What you should do: Return all lines in the data where the string "الشراع" can be found.
--- Given records Enclosed Below ---
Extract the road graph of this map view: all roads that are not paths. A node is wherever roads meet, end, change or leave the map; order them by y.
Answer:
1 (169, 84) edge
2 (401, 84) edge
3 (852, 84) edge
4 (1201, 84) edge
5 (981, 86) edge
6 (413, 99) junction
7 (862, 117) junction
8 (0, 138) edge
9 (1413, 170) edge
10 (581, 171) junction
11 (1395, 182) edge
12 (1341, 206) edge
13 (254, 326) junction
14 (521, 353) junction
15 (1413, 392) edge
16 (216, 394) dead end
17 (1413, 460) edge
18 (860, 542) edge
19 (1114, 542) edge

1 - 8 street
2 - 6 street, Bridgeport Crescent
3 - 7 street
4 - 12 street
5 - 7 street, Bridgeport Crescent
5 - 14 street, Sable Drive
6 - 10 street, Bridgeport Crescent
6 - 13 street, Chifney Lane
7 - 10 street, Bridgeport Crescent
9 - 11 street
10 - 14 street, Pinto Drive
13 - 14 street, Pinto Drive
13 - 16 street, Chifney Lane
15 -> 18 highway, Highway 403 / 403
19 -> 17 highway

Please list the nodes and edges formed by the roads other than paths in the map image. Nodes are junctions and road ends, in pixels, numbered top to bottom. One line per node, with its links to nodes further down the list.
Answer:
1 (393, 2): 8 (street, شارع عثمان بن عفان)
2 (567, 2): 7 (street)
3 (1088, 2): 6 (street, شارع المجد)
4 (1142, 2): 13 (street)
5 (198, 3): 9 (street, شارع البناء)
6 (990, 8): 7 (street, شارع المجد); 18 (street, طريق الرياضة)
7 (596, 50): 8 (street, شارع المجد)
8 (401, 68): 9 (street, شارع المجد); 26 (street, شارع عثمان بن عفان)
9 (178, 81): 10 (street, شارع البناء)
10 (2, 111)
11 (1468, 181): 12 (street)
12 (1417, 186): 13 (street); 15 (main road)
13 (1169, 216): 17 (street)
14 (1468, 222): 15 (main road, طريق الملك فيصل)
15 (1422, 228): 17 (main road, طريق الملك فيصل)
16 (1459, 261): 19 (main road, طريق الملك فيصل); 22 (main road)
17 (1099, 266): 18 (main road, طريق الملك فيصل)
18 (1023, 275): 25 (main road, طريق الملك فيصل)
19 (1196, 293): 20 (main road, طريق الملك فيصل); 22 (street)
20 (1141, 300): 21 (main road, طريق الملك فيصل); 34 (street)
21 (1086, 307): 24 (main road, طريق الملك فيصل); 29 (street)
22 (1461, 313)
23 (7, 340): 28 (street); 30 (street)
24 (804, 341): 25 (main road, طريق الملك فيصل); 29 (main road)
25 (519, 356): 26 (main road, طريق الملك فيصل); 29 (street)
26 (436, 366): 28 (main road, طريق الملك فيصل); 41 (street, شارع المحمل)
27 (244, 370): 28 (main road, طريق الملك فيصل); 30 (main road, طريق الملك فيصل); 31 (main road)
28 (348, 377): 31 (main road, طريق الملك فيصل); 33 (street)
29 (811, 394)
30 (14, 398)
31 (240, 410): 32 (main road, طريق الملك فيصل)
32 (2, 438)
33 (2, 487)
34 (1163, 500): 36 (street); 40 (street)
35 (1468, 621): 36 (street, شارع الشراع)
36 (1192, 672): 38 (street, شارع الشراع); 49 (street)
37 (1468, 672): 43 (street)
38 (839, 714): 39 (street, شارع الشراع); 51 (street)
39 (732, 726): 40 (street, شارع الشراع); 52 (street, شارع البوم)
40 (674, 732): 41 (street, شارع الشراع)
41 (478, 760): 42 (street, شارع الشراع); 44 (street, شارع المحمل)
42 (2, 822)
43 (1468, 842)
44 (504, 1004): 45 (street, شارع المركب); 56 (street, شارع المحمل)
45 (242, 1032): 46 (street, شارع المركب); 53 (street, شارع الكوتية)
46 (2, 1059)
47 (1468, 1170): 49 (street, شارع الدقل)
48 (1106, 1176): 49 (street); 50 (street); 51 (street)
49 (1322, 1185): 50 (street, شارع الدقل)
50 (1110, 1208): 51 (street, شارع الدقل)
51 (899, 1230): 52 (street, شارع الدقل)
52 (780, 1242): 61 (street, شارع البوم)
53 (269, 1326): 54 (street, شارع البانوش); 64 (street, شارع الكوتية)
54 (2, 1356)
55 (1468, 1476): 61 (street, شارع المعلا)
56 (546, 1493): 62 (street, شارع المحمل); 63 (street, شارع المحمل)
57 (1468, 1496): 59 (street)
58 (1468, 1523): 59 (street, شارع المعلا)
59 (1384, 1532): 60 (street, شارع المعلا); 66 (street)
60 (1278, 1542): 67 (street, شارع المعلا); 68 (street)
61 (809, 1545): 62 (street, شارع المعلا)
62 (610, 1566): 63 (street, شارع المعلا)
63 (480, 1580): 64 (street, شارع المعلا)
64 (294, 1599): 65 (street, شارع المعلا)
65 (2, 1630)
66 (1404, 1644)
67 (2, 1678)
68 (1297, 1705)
--- End of Enclosed Given records ---
Answer to this exercise:
35 (1468, 621): 36 (street, شارع الشراع)
36 (1192, 672): 38 (street, شارع الشراع); 49 (street)
38 (839, 714): 39 (street, شارع الشراع); 51 (street)
39 (732, 726): 40 (street, شارع الشراع); 52 (street, شارع البوم)
40 (674, 732): 41 (street, شارع الشراع)
41 (478, 760): 42 (street, شارع الشراع); 44 (street, شارع المحمل)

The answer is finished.